231    More generally, the DNSPs allowed revenue over the regulatory control period would also reflect debt (and equity) costs from new funding to meet new capex, but at the cost of debt allowed at the start of the regulatory control period. The actual cost of new debt funding during the period could be expected to differ from the allowed cost existing at the start of the regulatory control period creating risk for the DNSP. In principle, the DNSP could hedge that risk by entering derivative contracts at the start of the regulatory control period to lock in the cost of a future debt-raising. However, depending on the slope of the yield curve, the resulting cost could be above or below the allowed cost determined at the start of the regulatory control period, while uncertainties about the precise amount and timing of future debt financing also create risks for the DNSP.

232    Rather than attempting to structure its debt portfolio to mature and be rolled over at the start of the regulatory control period, a BEE might adopt an alternative approach to risk management. One such alternative approach for the DNSP is to arrange to have a maturity profile of debt which is relatively evenly spread over some horizon such as 10 years, and use derivative contracts to attempt to hedge the interest rate risk associated with the on-the-day determination of the allowable cost of debt. It might, for example, issue some amount of 10-year floating rate debt each year and enter interest rate swaps as the fixed rate payer/floating rate receiver at the start of each regulatory control period. Then, for example, if it had floating rate debt on issue with 7 years remaining maturity at the start of the regulatory control period, it could enter a five-year swap at that date to fix the cost of that debt for the next five years. Then, at the start of the next regulatory control period it could enter another five-year swap which would fix the cost of that debt for the remaining two years of its life as well as fixing the cost of new floating rate debt to then be issued to replace it over the subsequent three years of the regulatory control period.
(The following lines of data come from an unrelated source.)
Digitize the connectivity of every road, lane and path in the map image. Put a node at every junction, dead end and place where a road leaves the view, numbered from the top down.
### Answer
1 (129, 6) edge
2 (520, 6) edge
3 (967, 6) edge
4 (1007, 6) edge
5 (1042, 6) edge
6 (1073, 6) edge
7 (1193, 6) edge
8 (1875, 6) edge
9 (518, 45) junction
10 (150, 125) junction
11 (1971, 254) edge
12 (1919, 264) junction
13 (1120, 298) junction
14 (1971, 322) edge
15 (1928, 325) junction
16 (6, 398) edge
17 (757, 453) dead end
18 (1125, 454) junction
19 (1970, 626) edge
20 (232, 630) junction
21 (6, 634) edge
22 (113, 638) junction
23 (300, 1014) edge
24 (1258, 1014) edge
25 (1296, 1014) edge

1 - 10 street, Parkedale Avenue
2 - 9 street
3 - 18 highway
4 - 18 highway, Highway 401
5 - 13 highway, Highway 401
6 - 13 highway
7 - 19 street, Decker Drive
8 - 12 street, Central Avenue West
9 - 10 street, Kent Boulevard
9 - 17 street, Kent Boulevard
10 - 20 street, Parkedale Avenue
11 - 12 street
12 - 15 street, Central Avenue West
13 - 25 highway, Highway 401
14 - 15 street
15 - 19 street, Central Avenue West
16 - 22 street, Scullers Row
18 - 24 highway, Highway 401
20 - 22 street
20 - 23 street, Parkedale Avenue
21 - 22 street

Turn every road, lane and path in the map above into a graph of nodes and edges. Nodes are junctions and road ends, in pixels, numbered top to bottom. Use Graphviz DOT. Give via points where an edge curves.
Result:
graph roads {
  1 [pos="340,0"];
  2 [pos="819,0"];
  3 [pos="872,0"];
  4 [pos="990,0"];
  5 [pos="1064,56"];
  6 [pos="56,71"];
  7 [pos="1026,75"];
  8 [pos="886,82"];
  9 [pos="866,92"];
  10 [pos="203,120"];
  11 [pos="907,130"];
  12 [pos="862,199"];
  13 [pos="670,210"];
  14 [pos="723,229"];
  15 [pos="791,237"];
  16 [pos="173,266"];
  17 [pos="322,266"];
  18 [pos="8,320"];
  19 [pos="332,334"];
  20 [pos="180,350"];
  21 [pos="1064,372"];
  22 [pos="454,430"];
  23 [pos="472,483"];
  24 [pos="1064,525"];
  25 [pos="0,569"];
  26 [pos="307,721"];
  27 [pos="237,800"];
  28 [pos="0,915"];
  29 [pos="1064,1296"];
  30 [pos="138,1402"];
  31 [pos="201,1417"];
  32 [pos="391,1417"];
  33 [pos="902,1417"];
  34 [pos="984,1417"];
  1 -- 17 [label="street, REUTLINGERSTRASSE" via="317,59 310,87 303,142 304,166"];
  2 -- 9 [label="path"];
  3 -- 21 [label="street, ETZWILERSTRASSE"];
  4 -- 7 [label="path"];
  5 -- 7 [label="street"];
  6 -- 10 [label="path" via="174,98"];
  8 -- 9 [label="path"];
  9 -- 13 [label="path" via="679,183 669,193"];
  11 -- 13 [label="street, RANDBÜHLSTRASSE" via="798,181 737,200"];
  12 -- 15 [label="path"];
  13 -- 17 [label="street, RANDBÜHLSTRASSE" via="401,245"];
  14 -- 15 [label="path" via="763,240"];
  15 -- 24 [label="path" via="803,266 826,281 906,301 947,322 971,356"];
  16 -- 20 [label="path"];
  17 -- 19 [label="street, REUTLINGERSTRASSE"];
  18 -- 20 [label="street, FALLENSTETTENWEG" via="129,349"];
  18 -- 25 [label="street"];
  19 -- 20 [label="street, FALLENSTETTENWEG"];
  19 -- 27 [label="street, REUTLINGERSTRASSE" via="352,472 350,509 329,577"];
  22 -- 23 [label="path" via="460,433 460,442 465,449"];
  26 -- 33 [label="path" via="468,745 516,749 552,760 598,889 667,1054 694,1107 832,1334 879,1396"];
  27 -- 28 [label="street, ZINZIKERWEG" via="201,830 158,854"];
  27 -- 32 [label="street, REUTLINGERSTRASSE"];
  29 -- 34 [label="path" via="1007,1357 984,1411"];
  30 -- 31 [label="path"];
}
233    However, because available derivative contracts are based on risk-free benchmarks such as a bank bill swap rate or government security rate, only the risk-free component of the debt cost can be hedged in this way. The DRP component of borrowing costs which is determined at the time the debt financing is taken out, and applies for the term of the financing, cannot generally be hedged. Consequently, a DNSP which adopts a debt portfolio management strategy involving a staggering of debt maturities will remain exposed to the risk that the DRP on-the-day of determination of allowable cost of debt will differ from that applicable to its existing debt portfolio (as well as future rollovers of maturing debt during the regulatory control period).

234    The decision to move towards an allowable cost of debt determination based on the historical trailing average approach reflects recognition that this is more consistent with efficient debt management practices for a DNSP. With such a regulatory approach in place, the DNSP can minimize debt funding cost risks by creating a debt maturity (or repricing) profile consistent with that assumed by regulatory practice. Having 10% of its debt re-issued (or repriced) each year as 10-year debt would remove exposure to movements in both the risk-free component of debt costs and the DRP component applicable to a BEE. The DNSP would still face the risk that the DRP they were able to achieve was different from that applicable to a BEE.

Implications of past financing practices and the transition approach

235    A transition process for the risk-free component of debt costs is accepted by both parties as appropriate. The reason is that an immediate shift to the new approach could involve potentially costly unwinding of hedging contracts put in place to deal with the risks of on-the-day determination of debt costs.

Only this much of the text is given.